[RAW DATA]

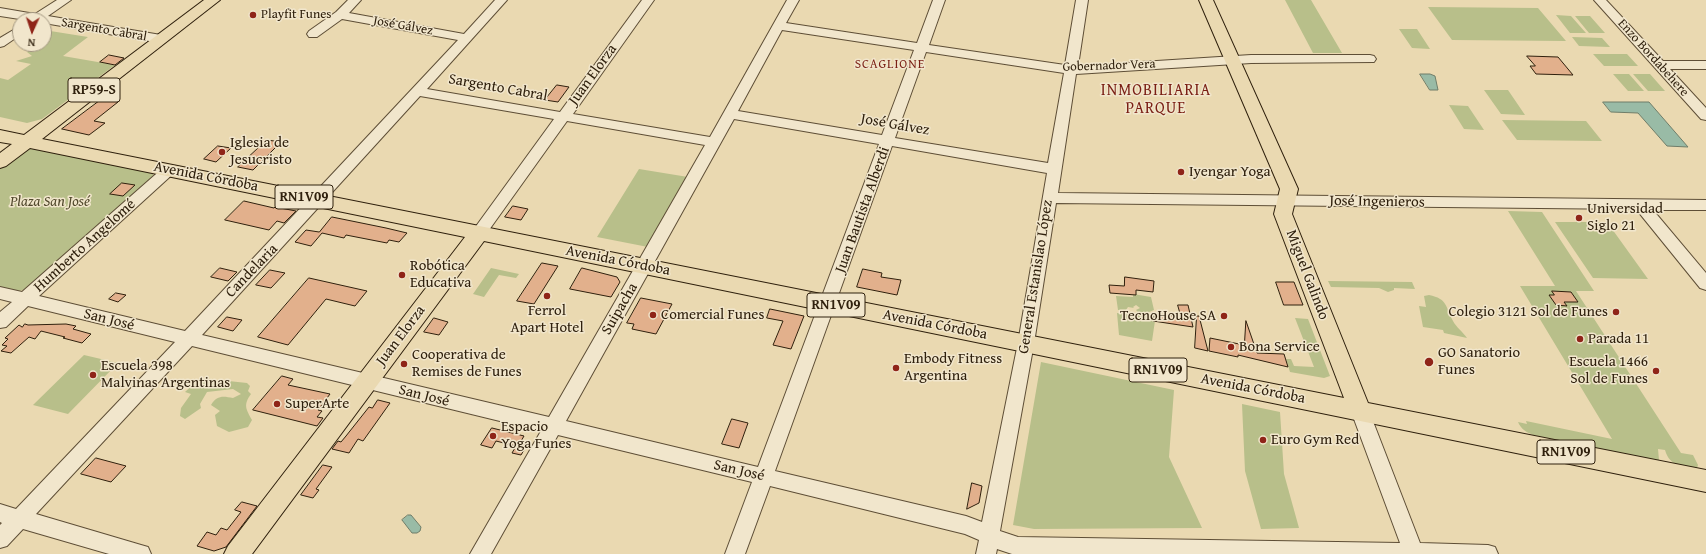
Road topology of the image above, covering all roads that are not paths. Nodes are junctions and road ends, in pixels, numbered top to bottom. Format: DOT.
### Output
graph roads {
  1 [pos="65,0"];
  2 [pos="212,0"];
  3 [pos="355,0"];
  4 [pos="501,0"];
  5 [pos="648,0"];
  6 [pos="793,0"];
  7 [pos="939,0"];
  8 [pos="1082,0"];
  9 [pos="1206,0"];
  10 [pos="1600,0"];
  11 [pos="0,12"];
  12 [pos="47,12"];
  13 [pos="12,14"];
  14 [pos="340,15"];
  15 [pos="52,22"];
  16 [pos="779,26"];
  17 [pos="313,34"];
  18 [pos="12,35"];
  19 [pos="467,38"];
  20 [pos="161,39"];
  21 [pos="0,43"];
  22 [pos="922,48"];
  23 [pos="1231,60"];
  24 [pos="1370,60"];
  25 [pos="1659,65"];
  26 [pos="1706,66"];
  27 [pos="1070,70"];
  28 [pos="418,92"];
  29 [pos="730,114"];
  30 [pos="563,116"];
  31 [pos="1706,116"];
  32 [pos="0,136"];
  33 [pos="28,141"];
  34 [pos="888,141"];
  35 [pos="714,142"];
  36 [pos="0,162"];
  37 [pos="1054,169"];
  38 [pos="169,170"];
  39 [pos="1049,198"];
  40 [pos="319,200"];
  41 [pos="1287,200"];
  42 [pos="1642,205"];
  43 [pos="1706,205"];
  44 [pos="479,233"];
  45 [pos="645,266"];
  46 [pos="1706,284"];
  47 [pos="0,293"];
  48 [pos="25,299"];
  49 [pos="829,303"];
  50 [pos="0,322"];
  51 [pos="187,338"];
  52 [pos="1026,343"];
  53 [pos="366,382"];
  54 [pos="1360,411"];
  55 [pos="553,427"];
  56 [pos="764,477"];
  57 [pos="1706,481"];
  58 [pos="0,514"];
  59 [pos="19,519"];
  60 [pos="0,539"];
  61 [pos="988,545"];
  62 [pos="1191,552"];
  63 [pos="1343,553"];
  64 [pos="1414,553"];
  65 [pos="141,554"];
  66 [pos="237,554"];
  67 [pos="480,554"];
  68 [pos="735,554"];
  69 [pos="1488,554"];
  1 -- 12 [label="street"];
  2 -- 20 [label="main road, RP59-S"];
  3 -- 14 [label="street"];
  4 -- 19 [label="street, Candelaria"];
  5 -- 30 [label="street, Juan Elorza"];
  6 -- 16 [label="street, Suipacha"];
  7 -- 22 [label="street, Juan Bautista Alberdi"];
  8 -- 27 [label="street, General Estanislao López"];
  9 -- 23 [label="main road, Miguel Galindo"];
  10 -- 25 [label="street, Enzo Bordabehere"];
  11 -- 13 [label="street, Sargento Cabral"];
  14 -- 17 [label="street"];
  14 -- 19 [label="street, José Gálvez"];
  15 -- 20 [label="street, Sargento Cabral"];
  16 -- 22 [label="street, Gobernador Vera"];
  16 -- 29 [label="street, Suipacha"];
  18 -- 21 [label="street"];
  19 -- 28 [label="street, Candelaria"];
  20 -- 33 [label="main road, RP59-S"];
  22 -- 27 [label="street, Gobernador Vera"];
  22 -- 34 [label="street, Juan Bautista Alberdi"];
  23 -- 24 [label="street, Gobernador Vera"];
  23 -- 27 [label="street, Gobernador Vera"];
  23 -- 41 [label="main road, Miguel Galindo"];
  25 -- 26 [label="street"];
  25 -- 31 [label="street, Enzo Bordabehere"];
  27 -- 37 [label="street, General Estanislao López"];
  28 -- 30 [label="street, Sargento Cabral"];
  28 -- 40 [label="street, Candelaria"];
  29 -- 34 [label="street, José Gálvez"];
  29 -- 35 [label="street, Suipacha"];
  30 -- 35 [label="street, Sargento Cabral"];
  30 -- 44 [label="street, Juan Elorza"];
  32 -- 33 [label="main road, Avenida Córdoba / RN1V09"];
  33 -- 36 [label="main road, RP59-S"];
  33 -- 38 [label="main road, Avenida Córdoba / RN1V09"];
  34 -- 37 [label="street, José Gálvez"];
  34 -- 49 [label="street, Juan Bautista Alberdi"];
  35 -- 45 [label="street, Suipacha"];
  37 -- 39 [label="street, General Estanislao López"];
  38 -- 40 [label="main road, Avenida Córdoba / RN1V09"];
  38 -- 48 [label="street, Humberto Angelomé"];
  39 -- 41 [label="street, José Ingenieros"];
  39 -- 52 [label="street, General Estanislao López"];
  40 -- 44 [label="main road, Avenida Córdoba / RN1V09"];
  40 -- 51 [label="street, Candelaria"];
  41 -- 42 [label="street, José Ingenieros"];
  41 -- 54 [label="main road, Miguel Galindo"];
  42 -- 43 [label="street, José Ingenieros"];
  42 -- 46 [label="street"];
  44 -- 45 [label="main road, Avenida Córdoba / RN1V09"];
  44 -- 53 [label="main road, Juan Elorza"];
  45 -- 49 [label="main road, Avenida Córdoba / RN1V09"];
  45 -- 55 [label="street, Suipacha"];
  47 -- 48 [label="street, San José"];
  48 -- 50 [label="street, Humberto Angelomé"];
  48 -- 51 [label="street, San José"];
  49 -- 52 [label="main road, Avenida Córdoba / RN1V09"];
  49 -- 56 [label="street, Juan Bautista Alberdi"];
  51 -- 53 [label="street, San José"];
  51 -- 59 [label="street, Candelaria"];
  52 -- 54 [label="main road, Avenida Córdoba / RN1V09"];
  52 -- 61 [label="street, General Estanislao López"];
  53 -- 55 [label="street, San José"];
  53 -- 66 [label="main road, Juan Elorza"];
  54 -- 57 [label="main road, Avenida Córdoba / RN1V09"];
  54 -- 64 [label="street, Miguel Galindo"];
  55 -- 56 [label="street, San José"];
  55 -- 67 [label="street, Suipacha"];
  56 -- 61 [label="street, San José"];
  56 -- 68 [label="street, Juan Bautista Alberdi"];
  58 -- 59 [label="street"];
  59 -- 60 [label="street, Candelaria"];
  59 -- 65 [label="street"];
  61 -- 62 [label="street, San José"];
  62 -- 63 [label="street, San José"];
  63 -- 64 [label="street, San José"];
  64 -- 69 [label="street, San José"];
}
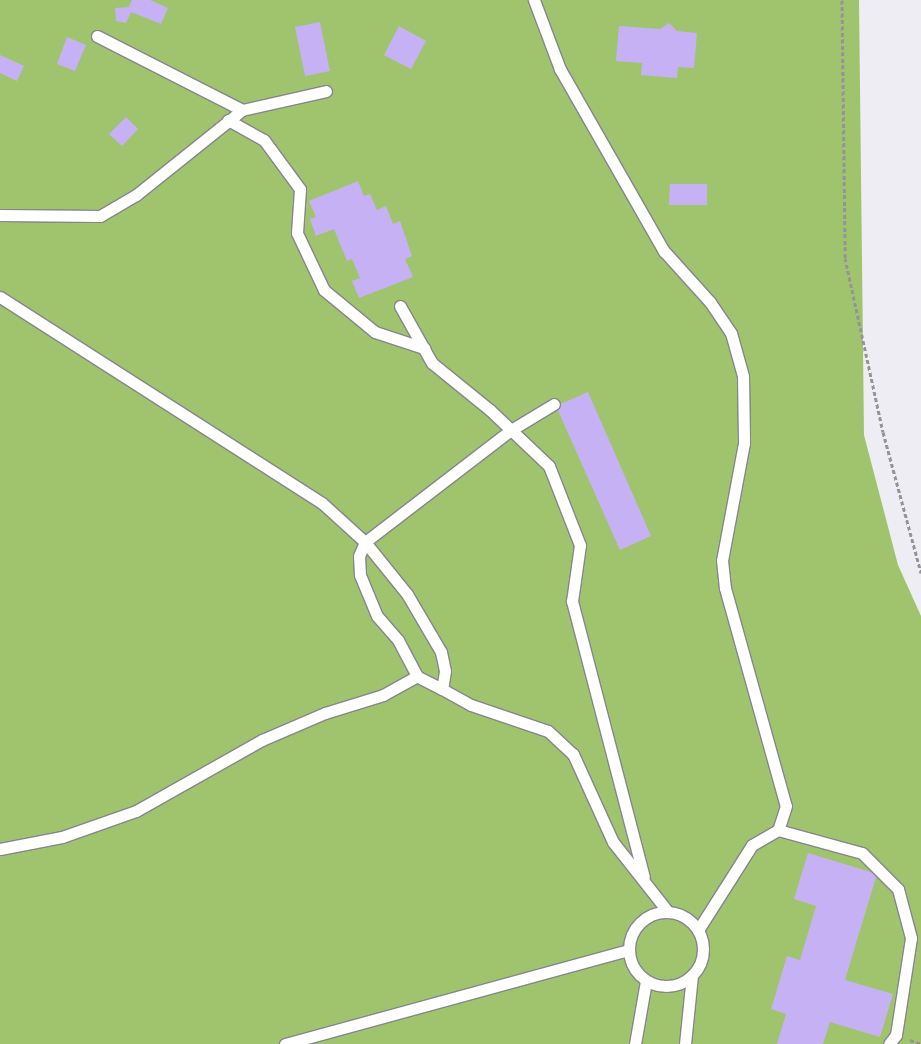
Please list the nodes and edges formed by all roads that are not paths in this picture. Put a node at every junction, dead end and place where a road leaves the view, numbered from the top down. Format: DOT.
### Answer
graph roads {
  1 [pos="534,0"];
  2 [pos="96,36"];
  3 [pos="326,91"];
  4 [pos="242,110"];
  5 [pos="228,120"];
  6 [pos="0,215"];
  7 [pos="0,297"];
  8 [pos="400,306"];
  9 [pos="424,348"];
  10 [pos="554,404"];
  11 [pos="511,430"];
  12 [pos="366,542"];
  13 [pos="417,676"];
  14 [pos="442,689"];
  15 [pos="778,830"];
  16 [pos="0,849"];
  17 [pos="646,884"];
  18 [pos="668,912"];
  19 [pos="698,930"];
  20 [pos="628,950"];
  21 [pos="692,975"];
  22 [pos="646,981"];
  23 [pos="286,1044"];
  24 [pos="635,1044"];
  25 [pos="685,1044"];
  26 [pos="889,1044"];
  1 -- 15 [label="lane"];
  2 -- 4 [label="lane"];
  3 -- 4 [label="lane"];
  4 -- 5 [label="lane"];
  5 -- 6 [label="lane"];
  5 -- 9 [label="lane"];
  7 -- 12 [label="lane"];
  8 -- 9 [label="lane"];
  9 -- 11 [label="lane"];
  10 -- 11 [label="lane"];
  11 -- 12 [label="lane"];
  11 -- 17 [label="lane"];
  12 -- 13 [label="lane"];
  12 -- 14 [label="lane"];
  13 -- 14 [label="lane"];
  13 -- 16 [label="lane"];
  14 -- 17 [label="lane"];
  15 -- 19 [label="lane"];
  15 -- 26 [label="lane"];
  17 -- 18 [label="lane"];
  18 -- 19 [label="lane"];
  18 -- 20 [label="lane"];
  19 -- 21 [label="lane"];
  20 -- 22 [label="lane"];
  20 -- 23 [label="lane"];
  21 -- 22 [label="lane"];
  21 -- 25 [label="lane"];
  22 -- 24 [label="lane"];
}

[/RAW DATA]

■ **WORK ITEM**:
Filter the records above for the string "numbered" and copy each matching line.

■ **TASK RESULT**:
Road topology of the image above, covering all roads that are not paths. Nodes are junctions and road ends, in pixels, numbered top to bottom. Format: DOT.
Please list the nodes and edges formed by all roads that are not paths in this picture. Put a node at every junction, dead end and place where a road leaves the view, numbered from the top down. Format: DOT.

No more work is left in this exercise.